# [Aim of the exercise]
In the listing below, locate the lines bearing the word "dead". Copy every one of them.

*** Opening Data shown ***

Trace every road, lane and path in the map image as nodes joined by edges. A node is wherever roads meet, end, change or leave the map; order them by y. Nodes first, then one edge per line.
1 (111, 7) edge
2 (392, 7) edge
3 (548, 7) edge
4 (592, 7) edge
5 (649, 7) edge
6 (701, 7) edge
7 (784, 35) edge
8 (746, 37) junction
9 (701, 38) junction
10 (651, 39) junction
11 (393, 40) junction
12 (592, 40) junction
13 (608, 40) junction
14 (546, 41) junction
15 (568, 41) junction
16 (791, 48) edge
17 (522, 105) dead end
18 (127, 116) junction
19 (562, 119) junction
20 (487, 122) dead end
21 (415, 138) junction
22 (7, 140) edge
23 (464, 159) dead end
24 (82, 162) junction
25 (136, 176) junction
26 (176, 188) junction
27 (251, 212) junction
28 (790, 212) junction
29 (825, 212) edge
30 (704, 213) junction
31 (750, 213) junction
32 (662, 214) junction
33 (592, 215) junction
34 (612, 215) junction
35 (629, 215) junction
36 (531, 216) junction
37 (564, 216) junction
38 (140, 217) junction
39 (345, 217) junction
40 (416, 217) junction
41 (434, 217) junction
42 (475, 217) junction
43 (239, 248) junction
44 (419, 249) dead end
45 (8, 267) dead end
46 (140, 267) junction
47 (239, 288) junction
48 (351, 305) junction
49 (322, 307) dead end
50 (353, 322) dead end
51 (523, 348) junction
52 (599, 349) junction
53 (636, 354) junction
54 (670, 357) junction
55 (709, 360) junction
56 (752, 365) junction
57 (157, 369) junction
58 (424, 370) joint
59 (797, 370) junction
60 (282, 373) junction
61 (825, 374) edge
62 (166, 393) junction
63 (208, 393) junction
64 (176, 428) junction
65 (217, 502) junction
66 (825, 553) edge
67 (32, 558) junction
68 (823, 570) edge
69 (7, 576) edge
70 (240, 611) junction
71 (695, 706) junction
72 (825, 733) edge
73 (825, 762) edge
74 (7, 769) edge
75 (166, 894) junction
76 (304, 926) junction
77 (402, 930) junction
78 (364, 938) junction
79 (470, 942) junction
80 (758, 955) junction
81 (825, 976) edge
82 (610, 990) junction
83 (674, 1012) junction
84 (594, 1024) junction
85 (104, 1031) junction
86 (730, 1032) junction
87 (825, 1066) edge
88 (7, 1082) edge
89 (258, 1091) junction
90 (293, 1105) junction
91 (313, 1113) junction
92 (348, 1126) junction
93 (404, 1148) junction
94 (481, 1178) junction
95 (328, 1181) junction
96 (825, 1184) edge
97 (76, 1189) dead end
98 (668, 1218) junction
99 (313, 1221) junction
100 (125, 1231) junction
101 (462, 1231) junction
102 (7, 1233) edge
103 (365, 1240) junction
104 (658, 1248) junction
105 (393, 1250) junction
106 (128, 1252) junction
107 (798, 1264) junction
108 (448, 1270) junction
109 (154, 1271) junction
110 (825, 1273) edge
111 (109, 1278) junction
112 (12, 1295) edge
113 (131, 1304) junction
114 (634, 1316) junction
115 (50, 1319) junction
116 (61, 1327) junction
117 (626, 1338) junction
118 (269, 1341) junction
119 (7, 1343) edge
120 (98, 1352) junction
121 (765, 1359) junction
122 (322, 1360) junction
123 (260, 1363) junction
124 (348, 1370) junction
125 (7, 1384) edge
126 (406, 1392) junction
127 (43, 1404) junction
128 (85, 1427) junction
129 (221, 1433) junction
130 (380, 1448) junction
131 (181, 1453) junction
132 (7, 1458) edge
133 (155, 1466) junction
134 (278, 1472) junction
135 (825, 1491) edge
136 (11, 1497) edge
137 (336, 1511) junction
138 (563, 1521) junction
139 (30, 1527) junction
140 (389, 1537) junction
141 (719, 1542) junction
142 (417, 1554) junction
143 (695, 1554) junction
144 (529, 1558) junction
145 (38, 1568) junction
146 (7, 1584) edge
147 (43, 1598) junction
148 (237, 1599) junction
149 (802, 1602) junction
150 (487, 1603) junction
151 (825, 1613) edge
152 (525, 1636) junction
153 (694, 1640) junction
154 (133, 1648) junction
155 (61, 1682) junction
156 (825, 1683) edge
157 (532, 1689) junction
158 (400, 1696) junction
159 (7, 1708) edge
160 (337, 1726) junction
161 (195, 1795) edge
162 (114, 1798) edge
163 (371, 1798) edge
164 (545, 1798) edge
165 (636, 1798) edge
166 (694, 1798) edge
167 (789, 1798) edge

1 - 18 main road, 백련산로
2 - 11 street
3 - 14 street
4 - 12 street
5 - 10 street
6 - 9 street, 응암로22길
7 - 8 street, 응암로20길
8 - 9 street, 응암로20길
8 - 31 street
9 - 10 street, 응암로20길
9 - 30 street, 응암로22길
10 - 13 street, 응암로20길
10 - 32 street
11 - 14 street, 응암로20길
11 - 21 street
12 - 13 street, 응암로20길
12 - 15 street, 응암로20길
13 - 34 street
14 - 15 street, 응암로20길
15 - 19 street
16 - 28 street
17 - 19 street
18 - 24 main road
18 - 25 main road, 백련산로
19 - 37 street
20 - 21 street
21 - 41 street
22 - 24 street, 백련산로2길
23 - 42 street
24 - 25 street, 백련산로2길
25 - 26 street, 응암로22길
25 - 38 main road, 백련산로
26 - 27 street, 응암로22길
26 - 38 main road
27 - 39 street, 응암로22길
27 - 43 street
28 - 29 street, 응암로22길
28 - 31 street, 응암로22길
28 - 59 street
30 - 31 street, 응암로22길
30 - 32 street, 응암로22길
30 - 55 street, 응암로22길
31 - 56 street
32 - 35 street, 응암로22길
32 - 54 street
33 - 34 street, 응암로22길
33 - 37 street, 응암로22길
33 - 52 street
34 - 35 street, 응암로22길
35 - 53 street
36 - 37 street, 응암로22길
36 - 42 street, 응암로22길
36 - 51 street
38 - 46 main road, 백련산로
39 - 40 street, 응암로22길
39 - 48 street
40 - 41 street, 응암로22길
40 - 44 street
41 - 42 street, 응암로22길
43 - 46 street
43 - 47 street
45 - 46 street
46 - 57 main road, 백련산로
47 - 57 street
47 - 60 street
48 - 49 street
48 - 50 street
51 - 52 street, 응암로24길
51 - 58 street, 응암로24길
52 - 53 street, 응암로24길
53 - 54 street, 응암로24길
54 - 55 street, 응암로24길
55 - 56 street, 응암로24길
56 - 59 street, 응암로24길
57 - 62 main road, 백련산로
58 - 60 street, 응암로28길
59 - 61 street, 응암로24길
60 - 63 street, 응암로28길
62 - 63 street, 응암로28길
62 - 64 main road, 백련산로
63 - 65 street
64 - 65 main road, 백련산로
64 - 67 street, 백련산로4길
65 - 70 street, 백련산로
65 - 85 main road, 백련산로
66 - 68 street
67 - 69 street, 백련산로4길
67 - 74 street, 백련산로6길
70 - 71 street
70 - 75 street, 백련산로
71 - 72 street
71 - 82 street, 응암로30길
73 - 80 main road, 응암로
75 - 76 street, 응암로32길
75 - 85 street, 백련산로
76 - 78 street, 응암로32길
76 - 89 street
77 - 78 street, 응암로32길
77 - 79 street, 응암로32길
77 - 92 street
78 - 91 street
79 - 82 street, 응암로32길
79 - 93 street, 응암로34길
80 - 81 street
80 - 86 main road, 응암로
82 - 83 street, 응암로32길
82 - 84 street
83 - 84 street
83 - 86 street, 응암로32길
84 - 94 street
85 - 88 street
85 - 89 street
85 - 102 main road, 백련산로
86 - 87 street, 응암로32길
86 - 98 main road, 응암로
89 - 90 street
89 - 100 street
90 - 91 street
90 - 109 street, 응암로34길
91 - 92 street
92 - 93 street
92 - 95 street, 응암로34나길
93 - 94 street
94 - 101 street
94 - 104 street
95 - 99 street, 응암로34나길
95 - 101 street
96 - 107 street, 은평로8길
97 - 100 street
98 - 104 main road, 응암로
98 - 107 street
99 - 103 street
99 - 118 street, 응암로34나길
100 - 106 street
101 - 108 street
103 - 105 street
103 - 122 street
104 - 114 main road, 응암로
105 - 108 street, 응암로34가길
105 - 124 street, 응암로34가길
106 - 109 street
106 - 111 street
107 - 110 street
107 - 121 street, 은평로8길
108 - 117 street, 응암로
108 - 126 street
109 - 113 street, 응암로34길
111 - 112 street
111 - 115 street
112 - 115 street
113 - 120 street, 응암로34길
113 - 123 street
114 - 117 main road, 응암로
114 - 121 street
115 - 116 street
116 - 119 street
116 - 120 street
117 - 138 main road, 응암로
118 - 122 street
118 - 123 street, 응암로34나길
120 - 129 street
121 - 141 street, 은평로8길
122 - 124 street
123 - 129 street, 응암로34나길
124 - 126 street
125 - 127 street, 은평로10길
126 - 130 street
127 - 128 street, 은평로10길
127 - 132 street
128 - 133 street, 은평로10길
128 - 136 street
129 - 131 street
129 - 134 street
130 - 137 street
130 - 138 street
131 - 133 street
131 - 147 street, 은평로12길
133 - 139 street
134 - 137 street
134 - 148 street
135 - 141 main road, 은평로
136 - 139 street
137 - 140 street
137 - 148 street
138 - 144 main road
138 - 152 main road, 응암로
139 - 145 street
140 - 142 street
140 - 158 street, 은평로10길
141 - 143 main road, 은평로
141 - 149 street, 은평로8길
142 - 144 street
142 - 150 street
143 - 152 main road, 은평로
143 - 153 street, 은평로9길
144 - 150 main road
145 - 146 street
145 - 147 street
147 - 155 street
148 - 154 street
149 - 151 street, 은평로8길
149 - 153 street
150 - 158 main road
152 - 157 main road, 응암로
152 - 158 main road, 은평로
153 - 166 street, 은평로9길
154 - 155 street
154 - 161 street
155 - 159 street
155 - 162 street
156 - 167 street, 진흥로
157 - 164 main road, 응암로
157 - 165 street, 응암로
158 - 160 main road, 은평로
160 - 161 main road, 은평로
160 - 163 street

*** Closing Data shown ***

# [Response to this task]
17 (522, 105) dead end
20 (487, 122) dead end
23 (464, 159) dead end
44 (419, 249) dead end
45 (8, 267) dead end
49 (322, 307) dead end
50 (353, 322) dead end
97 (76, 1189) dead end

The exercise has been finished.